Raised by his mom, Trish (Sarah Clarke, replacing Annabeth Gish from the first film), Ross has assiduously avoided joining any of the punk cliques or partaking of any illicit substances — and has cultivated a look somewhere between Lord Byron and Oscar Wilde. But when his girlfriend, Lillith (Emma Pace), cheats on him, Ross goes all out, hanging out with punks Crash (rapper Richard Colson Baker, aka Machine Gun Kelly) and Penny (Hannah Marks), consuming Pabst Blue Ribbon and 'shrooms.

Today's punk scene has many subdivisions, Merendino said, but the disparate groups have common threads.

"What's interesting about that generation of punks — or Goths or whatever the scene is — is they still listen to the same music we were listening to in the '80s," Merendino said. "They're really loyal to that generation of music."

That music is heard throughout the soundtrack, but new music is represented in a rocking finale at a rock show staged in June 2014 at The Complex in downtown Salt Lake City — at the end of the movie's rapid-fire two-week shoot.
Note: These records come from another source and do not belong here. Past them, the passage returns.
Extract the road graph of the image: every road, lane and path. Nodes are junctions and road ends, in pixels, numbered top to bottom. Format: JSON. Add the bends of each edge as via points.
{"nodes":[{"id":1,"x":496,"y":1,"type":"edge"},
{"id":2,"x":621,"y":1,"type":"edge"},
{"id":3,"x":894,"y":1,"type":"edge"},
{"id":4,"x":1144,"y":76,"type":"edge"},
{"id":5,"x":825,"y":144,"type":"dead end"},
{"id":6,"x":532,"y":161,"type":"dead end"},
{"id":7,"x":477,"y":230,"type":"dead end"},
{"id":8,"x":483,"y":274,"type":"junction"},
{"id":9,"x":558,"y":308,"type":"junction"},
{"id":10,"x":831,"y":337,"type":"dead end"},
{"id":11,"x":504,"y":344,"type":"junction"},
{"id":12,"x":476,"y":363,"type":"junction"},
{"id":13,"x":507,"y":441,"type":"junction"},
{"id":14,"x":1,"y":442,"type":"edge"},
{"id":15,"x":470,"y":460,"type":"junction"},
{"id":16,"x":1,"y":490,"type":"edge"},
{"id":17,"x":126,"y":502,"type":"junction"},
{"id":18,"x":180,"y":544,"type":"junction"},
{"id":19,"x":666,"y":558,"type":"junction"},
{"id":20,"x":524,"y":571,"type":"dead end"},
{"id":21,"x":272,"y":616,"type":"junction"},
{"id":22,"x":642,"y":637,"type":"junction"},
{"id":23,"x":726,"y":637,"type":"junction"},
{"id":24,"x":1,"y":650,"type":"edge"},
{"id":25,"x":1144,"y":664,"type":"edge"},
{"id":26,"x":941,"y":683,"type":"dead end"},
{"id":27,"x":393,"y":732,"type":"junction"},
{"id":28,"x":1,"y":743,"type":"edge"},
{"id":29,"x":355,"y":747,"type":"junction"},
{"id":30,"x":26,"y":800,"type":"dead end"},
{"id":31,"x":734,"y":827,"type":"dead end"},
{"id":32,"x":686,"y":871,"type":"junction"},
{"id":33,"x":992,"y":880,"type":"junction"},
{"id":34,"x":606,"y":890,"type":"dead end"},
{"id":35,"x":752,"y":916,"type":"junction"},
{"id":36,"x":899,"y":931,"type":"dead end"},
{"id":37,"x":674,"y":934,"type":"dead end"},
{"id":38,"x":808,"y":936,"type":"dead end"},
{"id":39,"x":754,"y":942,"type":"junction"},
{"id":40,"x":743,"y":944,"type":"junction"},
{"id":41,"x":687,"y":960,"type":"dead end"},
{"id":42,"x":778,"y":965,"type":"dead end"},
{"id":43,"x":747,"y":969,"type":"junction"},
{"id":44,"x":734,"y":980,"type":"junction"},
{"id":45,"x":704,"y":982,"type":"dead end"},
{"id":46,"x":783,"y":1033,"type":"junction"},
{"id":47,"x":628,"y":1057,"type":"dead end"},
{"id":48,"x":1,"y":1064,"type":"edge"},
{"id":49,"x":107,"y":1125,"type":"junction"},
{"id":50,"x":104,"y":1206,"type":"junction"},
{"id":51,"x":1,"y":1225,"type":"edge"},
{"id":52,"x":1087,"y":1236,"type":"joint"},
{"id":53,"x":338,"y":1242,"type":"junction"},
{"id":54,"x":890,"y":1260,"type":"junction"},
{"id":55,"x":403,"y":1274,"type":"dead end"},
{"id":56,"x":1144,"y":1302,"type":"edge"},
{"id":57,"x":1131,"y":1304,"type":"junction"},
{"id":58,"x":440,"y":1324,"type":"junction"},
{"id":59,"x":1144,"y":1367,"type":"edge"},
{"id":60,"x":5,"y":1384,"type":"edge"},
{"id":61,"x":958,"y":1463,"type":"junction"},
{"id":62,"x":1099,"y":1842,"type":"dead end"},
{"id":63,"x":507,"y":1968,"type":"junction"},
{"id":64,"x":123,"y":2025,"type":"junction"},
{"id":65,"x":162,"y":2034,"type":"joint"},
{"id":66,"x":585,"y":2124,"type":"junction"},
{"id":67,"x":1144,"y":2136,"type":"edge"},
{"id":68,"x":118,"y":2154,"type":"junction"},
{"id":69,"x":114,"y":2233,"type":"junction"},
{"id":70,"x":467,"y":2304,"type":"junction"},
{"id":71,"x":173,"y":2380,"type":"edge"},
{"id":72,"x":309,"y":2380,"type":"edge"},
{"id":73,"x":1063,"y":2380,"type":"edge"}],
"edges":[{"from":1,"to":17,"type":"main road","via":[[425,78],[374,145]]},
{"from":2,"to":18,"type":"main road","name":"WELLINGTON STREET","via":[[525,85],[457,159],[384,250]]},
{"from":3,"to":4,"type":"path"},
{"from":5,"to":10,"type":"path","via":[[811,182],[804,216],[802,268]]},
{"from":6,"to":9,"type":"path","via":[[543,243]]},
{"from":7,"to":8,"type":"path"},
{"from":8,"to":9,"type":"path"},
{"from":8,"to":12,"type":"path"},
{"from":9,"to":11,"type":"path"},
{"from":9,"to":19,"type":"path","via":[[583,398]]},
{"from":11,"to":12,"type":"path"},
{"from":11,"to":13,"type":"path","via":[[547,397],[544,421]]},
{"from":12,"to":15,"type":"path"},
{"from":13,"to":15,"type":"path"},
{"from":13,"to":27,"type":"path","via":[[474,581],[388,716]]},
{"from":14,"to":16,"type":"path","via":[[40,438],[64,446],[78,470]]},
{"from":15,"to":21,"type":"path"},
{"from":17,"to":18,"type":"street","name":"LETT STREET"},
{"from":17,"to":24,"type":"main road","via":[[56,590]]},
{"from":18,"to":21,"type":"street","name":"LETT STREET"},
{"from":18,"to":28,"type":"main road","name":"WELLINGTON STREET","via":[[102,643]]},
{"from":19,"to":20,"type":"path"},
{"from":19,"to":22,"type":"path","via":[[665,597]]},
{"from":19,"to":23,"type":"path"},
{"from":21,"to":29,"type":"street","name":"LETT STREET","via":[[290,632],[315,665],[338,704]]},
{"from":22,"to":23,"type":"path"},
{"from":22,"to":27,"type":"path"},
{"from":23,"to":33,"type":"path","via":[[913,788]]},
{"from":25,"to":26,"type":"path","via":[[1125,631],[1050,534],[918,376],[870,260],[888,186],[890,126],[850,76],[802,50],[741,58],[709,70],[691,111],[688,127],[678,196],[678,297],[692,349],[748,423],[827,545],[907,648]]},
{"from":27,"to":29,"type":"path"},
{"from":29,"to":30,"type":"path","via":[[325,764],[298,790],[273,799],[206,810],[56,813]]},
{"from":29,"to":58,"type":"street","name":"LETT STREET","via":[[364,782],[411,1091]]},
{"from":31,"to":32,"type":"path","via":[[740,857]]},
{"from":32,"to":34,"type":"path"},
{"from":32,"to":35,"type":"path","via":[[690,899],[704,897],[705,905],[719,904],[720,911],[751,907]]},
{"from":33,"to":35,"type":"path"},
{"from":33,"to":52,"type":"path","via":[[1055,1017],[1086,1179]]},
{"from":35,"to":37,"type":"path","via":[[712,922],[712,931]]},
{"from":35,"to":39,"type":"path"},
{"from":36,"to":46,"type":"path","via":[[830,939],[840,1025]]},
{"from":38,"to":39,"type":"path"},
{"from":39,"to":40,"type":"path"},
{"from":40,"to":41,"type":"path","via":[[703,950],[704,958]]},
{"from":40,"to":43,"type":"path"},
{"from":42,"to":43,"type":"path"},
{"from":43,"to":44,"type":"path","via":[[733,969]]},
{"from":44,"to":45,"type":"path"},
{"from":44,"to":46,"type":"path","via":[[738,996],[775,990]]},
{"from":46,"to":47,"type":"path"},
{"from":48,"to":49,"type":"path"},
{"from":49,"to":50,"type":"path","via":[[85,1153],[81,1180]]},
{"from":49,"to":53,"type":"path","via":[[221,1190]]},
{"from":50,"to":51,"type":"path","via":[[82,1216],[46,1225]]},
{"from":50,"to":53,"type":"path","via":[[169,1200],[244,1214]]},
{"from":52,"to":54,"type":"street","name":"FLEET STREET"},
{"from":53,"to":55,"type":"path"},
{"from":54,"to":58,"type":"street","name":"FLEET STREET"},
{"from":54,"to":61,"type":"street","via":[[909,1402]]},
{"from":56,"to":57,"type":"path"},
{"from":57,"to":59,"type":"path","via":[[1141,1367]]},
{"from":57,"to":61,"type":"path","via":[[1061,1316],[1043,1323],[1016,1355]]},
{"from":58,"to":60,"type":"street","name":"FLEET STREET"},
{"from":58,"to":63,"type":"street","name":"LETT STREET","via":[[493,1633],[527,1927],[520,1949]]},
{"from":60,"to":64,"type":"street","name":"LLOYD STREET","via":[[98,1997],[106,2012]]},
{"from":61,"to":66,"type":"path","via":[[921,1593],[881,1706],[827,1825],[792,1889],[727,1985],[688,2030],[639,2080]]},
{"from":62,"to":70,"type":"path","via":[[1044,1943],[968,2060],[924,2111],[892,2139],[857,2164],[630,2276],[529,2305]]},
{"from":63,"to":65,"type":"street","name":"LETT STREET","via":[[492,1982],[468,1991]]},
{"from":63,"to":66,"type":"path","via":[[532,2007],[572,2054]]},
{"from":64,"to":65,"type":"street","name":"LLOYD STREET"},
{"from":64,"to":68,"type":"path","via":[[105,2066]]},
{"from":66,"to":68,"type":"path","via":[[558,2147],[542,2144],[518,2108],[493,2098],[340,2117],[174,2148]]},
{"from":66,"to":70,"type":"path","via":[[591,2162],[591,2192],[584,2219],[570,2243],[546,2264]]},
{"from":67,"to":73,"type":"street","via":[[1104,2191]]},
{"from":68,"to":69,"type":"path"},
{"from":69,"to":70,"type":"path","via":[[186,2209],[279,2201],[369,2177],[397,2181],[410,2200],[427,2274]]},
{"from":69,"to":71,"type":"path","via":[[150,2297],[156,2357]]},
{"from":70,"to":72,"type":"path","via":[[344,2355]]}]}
The concert was paid for by "SLC Punk" fans through the crowd-funding website IndieGogo, where more than $90,000 was raised for the movie.

"This was a fan-based movie," Merendino said. "They helped make this movie happen. … I utterly have no idea why or how that happened."

The movie's star, Schnetzer, is a performer on the rise. Before "Punk's Dead," he played the title role in the Holocaust drama "The Book Thief" and played a gay activist in the British comedy-drama "Pride." At Sundance this year, he impressed audiences in the movie "Goat," playing a college student going through a brutal fraternity hazing.

"He's an amazing actor," Merendino said of Schnetzer. "He was charming [in the audition], and he has a pretty good range."

Merendino called Baker — to whom he refers as "MGK" — "a natural. He fills the frame. He's a huge presence." Marks, Merendino said, "is a formidable actor. I thought she was going to kick MGK's ass."

For the sequel, several characters from "SLC Punk!" return, rallying around Trish when Ross goes missing. They include the LSD-dropping Sean (Devon Sawa), the aptly named John the Mod (James Duval) and the now-rich Eddie (Adam Pascal).

"They were incredibly supportive," Merendino said of the returning cast members. "They had my back the whole time."

Most important, Goorjian is back as Heroin Bob — delivering expletive-filled beyond-the-grave commentary in a heaven that looks remarkably like his old rundown Salt Lake City apartment.

Heroin Bob's spirit is evidence that, as Merendino said, "the movie's at odds with itself. On the one hand, it's sentimental and sort of life-affirming. And at the other times, it's utterly nihilistic because no matter if you have a good time, you're still dead."

Twitter: @moviecricket —

'Punk's Dead: SLC Punk 2'

The Utah premiere of "Punk's Dead: SLC Punk 2."

When • Thursday, Feb. 11; screenings at 8 and 8:30 p.m.

Where • Megaplex 12 at The Gateway, 165 S. Rio Grande St., Salt Lake City.

Tickets • A limited number are available at MegaplexTheatres.com. Go to http://www.facebook.com/SLCPUNK2/ for more information.

Home video • The movie will be available for digital download starting Tuesday, Feb. 16. Cinedigm will be releasing it on DVD, digital HD and video-on-demand on March 8.